Despite what Grafe and Bollery statement, I do not feel part of this much-celebrated cafe culture. I collect many references to cafe culture through movies, books, and art. The expensive cafes of Paris, with its fancy tiny tables; the delightful view of San Marco Plaza through a cafe window; the spectacular variety of tea in a London cafe; the strange smell of the Amsterdam’s coffee shop; the cheap hot chocolate in one of the many corner’s coffee shops in North America.
I born and grown in a different country. Even though Brazil was the biggest producer (and still is one of the most important) of coffee, the cafe culture in urban centre virtually does not exist. Instead, we have padarias (bakery). But the bakery culture does not have anything in common with cafe culture. People don’t go the to socialize, just to buy bread and coffee. Usually a small and strong coffee – the fuel to wake up for another workday.

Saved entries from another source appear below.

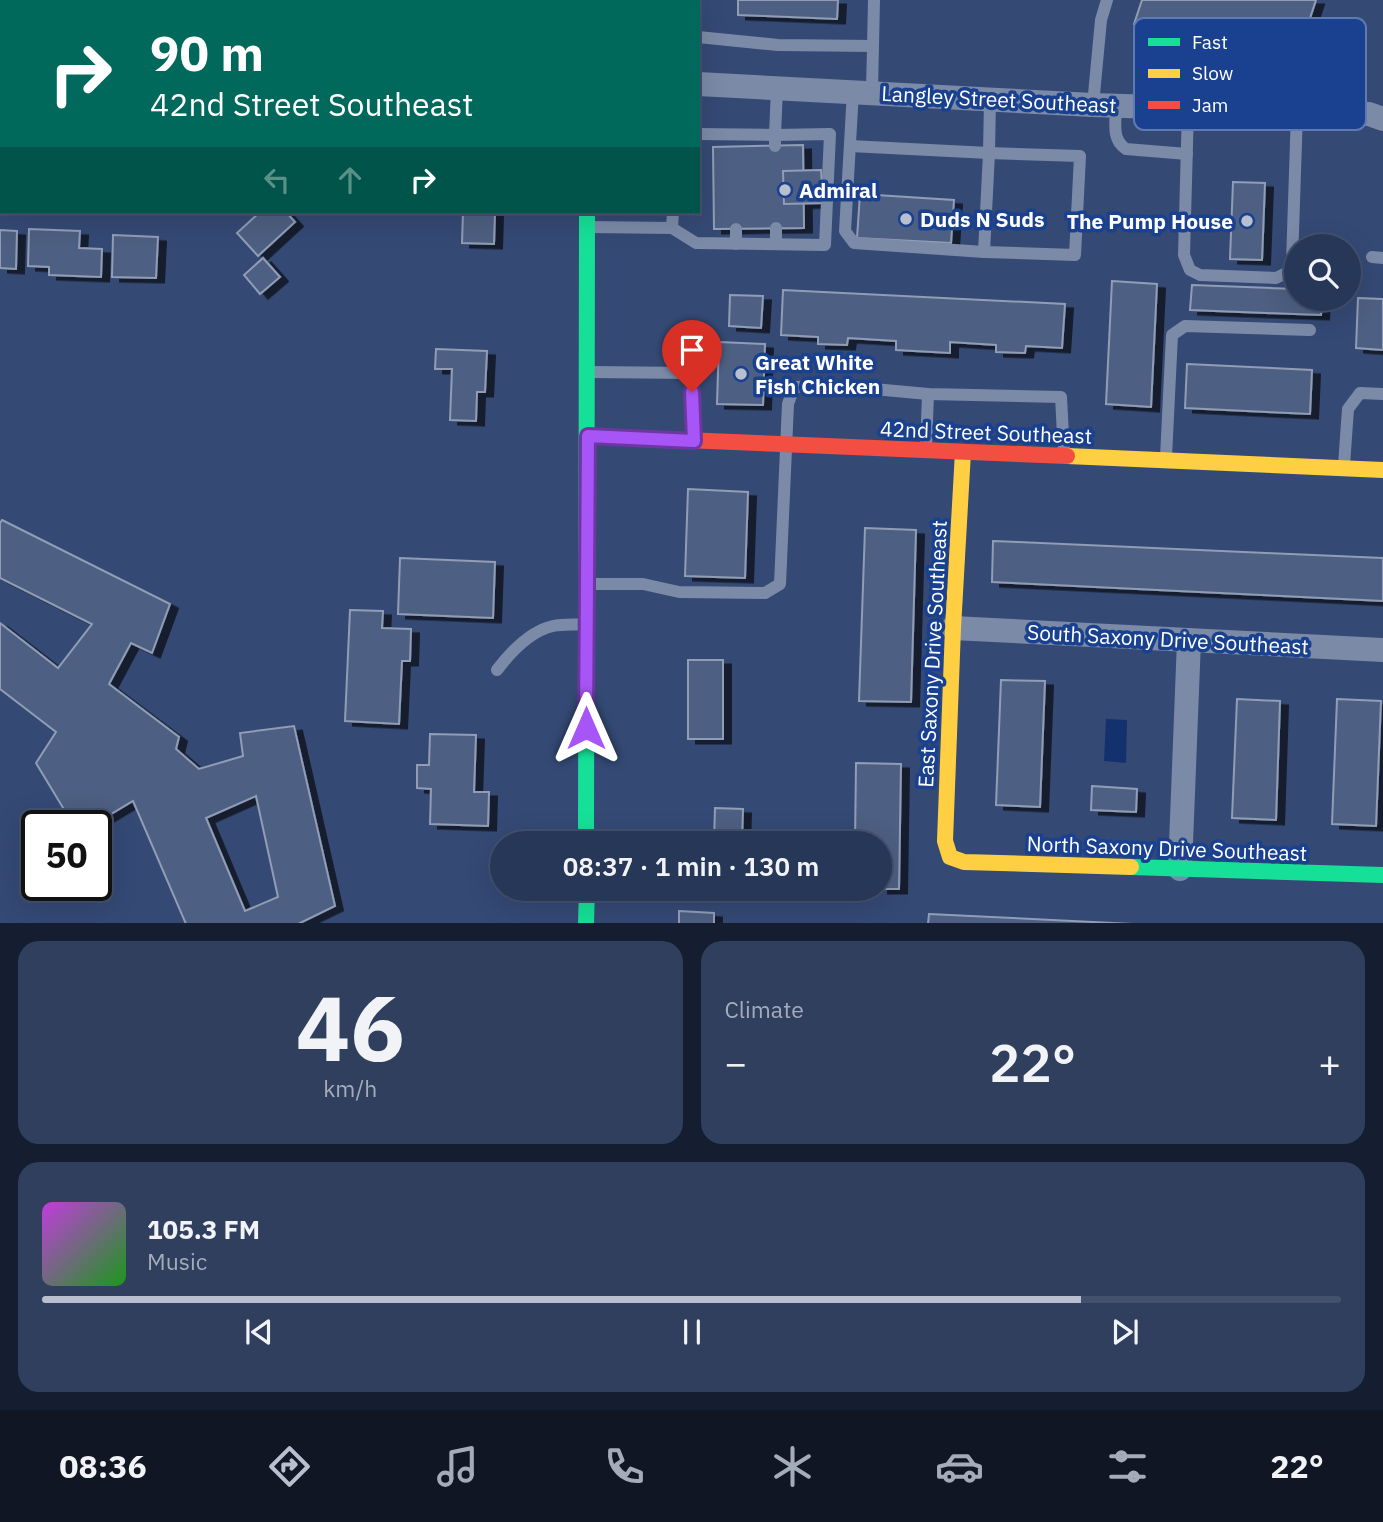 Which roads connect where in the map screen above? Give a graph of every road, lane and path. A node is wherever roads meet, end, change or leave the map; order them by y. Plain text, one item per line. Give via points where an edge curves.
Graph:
1 (874, 0) edge
2 (1107, 0) edge
3 (700, 37) edge
4 (873, 47) junction
5 (700, 84) edge
6 (776, 88) junction
7 (862, 92) junction
8 (990, 99) junction
9 (1104, 106) junction
10 (1134, 107) edge
11 (1366, 114) edge
12 (1383, 120) edge
13 (1188, 130) edge
14 (1296, 130) edge
15 (700, 134) edge
16 (775, 140) junction
17 (850, 146) junction
18 (989, 153) junction
19 (1187, 154) junction
20 (673, 214) edge
21 (587, 220) edge
22 (672, 228) junction
23 (776, 228) dead end
24 (736, 229) dead end
25 (736, 244) junction
26 (776, 244) junction
27 (984, 252) junction
28 (1310, 330) dead end
29 (587, 373) junction
30 (928, 394) junction
31 (1383, 394) edge
32 (588, 436) junction
33 (694, 441) junction
34 (786, 445) junction
35 (925, 451) junction
36 (963, 452) junction
37 (1064, 456) junction
38 (1166, 461) junction
39 (1344, 468) junction
40 (1383, 470) edge
41 (586, 584) junction
42 (586, 624) junction
43 (953, 628) junction
44 (1189, 640) junction
45 (1383, 650) edge
46 (497, 670) dead end
47 (586, 831) edge
48 (950, 857) joint
49 (1180, 869) junction
50 (1383, 875) edge
51 (587, 901) edge
52 (586, 923) edge

1 - 4 lane
2 - 9 lane via 1101,20
3 - 4 lane via 778,46
4 - 7 lane
5 - 6 street, Langley Street Southeast
6 - 7 street, Langley Street Southeast
6 - 16 lane
7 - 8 street, Langley Street Southeast
7 - 17 lane
8 - 9 street, Langley Street Southeast
8 - 18 lane
9 - 10 street, Langley Street Southeast
9 - 19 lane via 1116,139 1126,149
11 - 12 street, Langley Street Southeast
13 - 19 lane
14 - 19 lane via 1292,262 1289,272 1276,278 1200,275 1190,270 1184,255
15 - 16 lane
16 - 26 lane via 830,134 825,245
17 - 18 lane
17 - 27 lane via 845,231 854,243
18 - 27 lane
18 - 27 lane via 1080,156 1075,255
20 - 22 lane
21 - 22 lane
21 - 29 street
22 - 25 lane via 696,243
23 - 26 lane
24 - 25 lane
25 - 26 lane
28 - 38 lane via 1185,326 1172,335
29 - 32 street
29 - 33 lane via 692,373
30 - 34 lane via 794,387 788,404
30 - 35 lane
30 - 37 lane via 1062,397
31 - 39 lane via 1360,393 1348,408
32 - 33 street, 42nd Street Southeast
32 - 41 street
33 - 34 street, 42nd Street Southeast
34 - 35 street, 42nd Street Southeast
34 - 41 lane via 780,584 765,593 679,592 643,583
35 - 36 street, 42nd Street Southeast
36 - 37 street, 42nd Street Southeast
36 - 43 street, East Saxony Drive Southeast
37 - 38 street, 42nd Street Southeast
38 - 39 street, 42nd Street Southeast
39 - 40 street, 42nd Street Southeast
41 - 42 street
42 - 46 lane via 552,626 538,632
42 - 47 street
43 - 44 street, South Saxony Drive Southeast
43 - 48 street, East Saxony Drive Southeast via 945,841
44 - 45 street, South Saxony Drive Southeast
44 - 49 street
48 - 49 street, North Saxony Drive Southeast via 964,862
49 - 50 street, North Saxony Drive Southeast
51 - 52 street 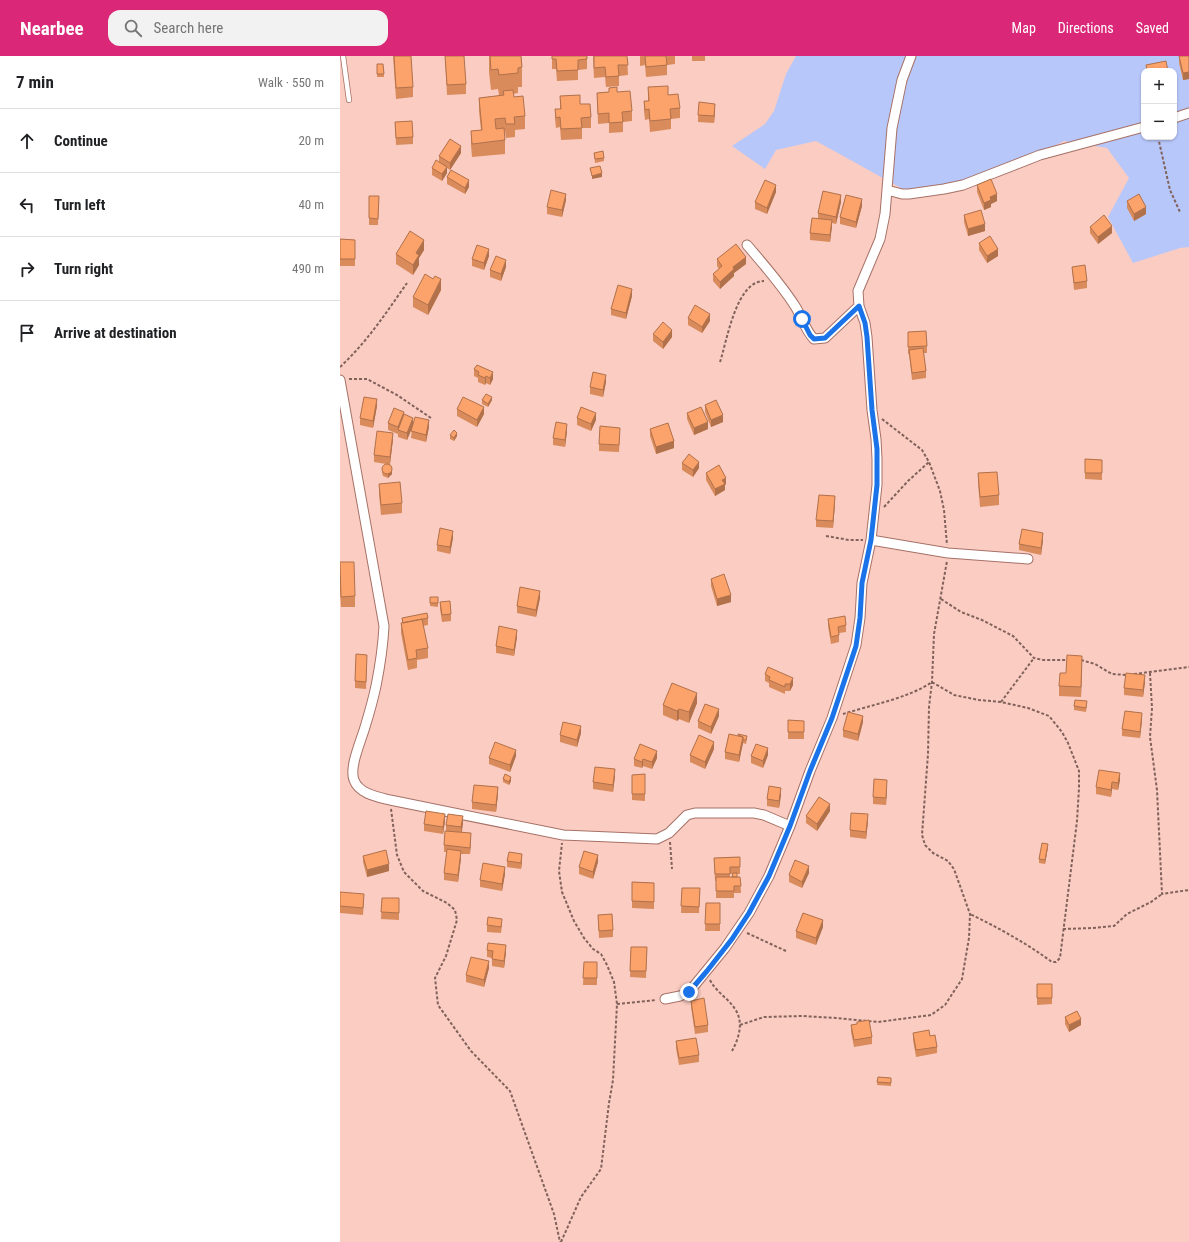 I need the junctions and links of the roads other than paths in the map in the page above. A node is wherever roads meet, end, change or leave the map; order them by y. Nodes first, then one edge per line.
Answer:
1 (344, 56) edge
2 (911, 56) edge
3 (349, 100) dead end
4 (1189, 113) edge
5 (1177, 117) edge
6 (1141, 128) edge
7 (887, 190) junction
8 (747, 245) dead end
9 (859, 306) junction
10 (343, 379) edge
11 (871, 540) junction
12 (1028, 559) dead end
13 (790, 826) junction
14 (665, 999) road end

1 - 3 lane
2 - 7 street
4 - 5 street
6 - 7 street
7 - 9 street
8 - 9 street
9 - 11 street
10 - 13 street
11 - 12 street
11 - 13 street
13 - 14 street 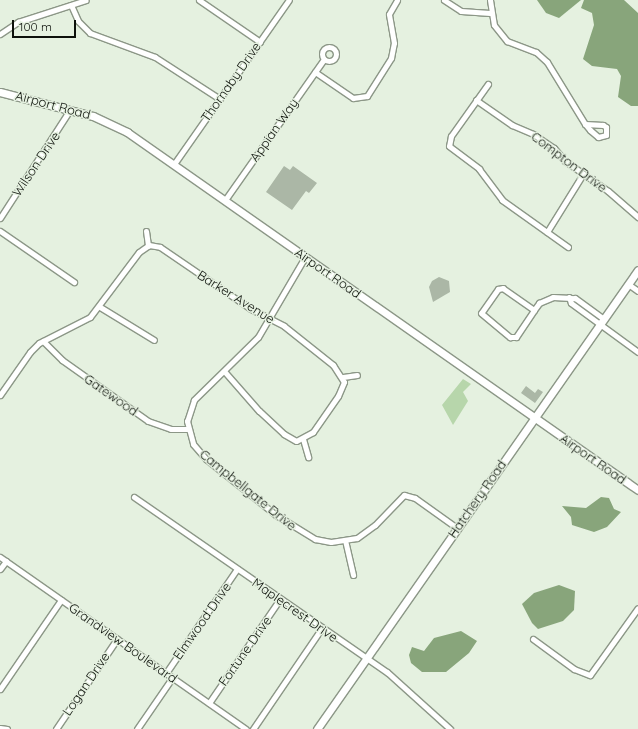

It is not a surprise that Brazilians does not have the cafe culture. In fact, it was a surprise when I told to my Canadians friends this story. A late developed (still in development, actually) country that through most of its history survive by exporting agricultural (commodities) goods. It is the classical colonial-metropole relationship.
Not that I am victimizing myself and my country. But this is the history, usually an uninterested and untold story. We don’t have (yet) a cafe culture that I learn to love in the movie, and later on got to know personally. The country is growing and the bakeries are shifting into the cafe. It has been attracted big coffee shop chains from North America. But hopefully, the European style, less marketing oriented and much more social rich will predominate.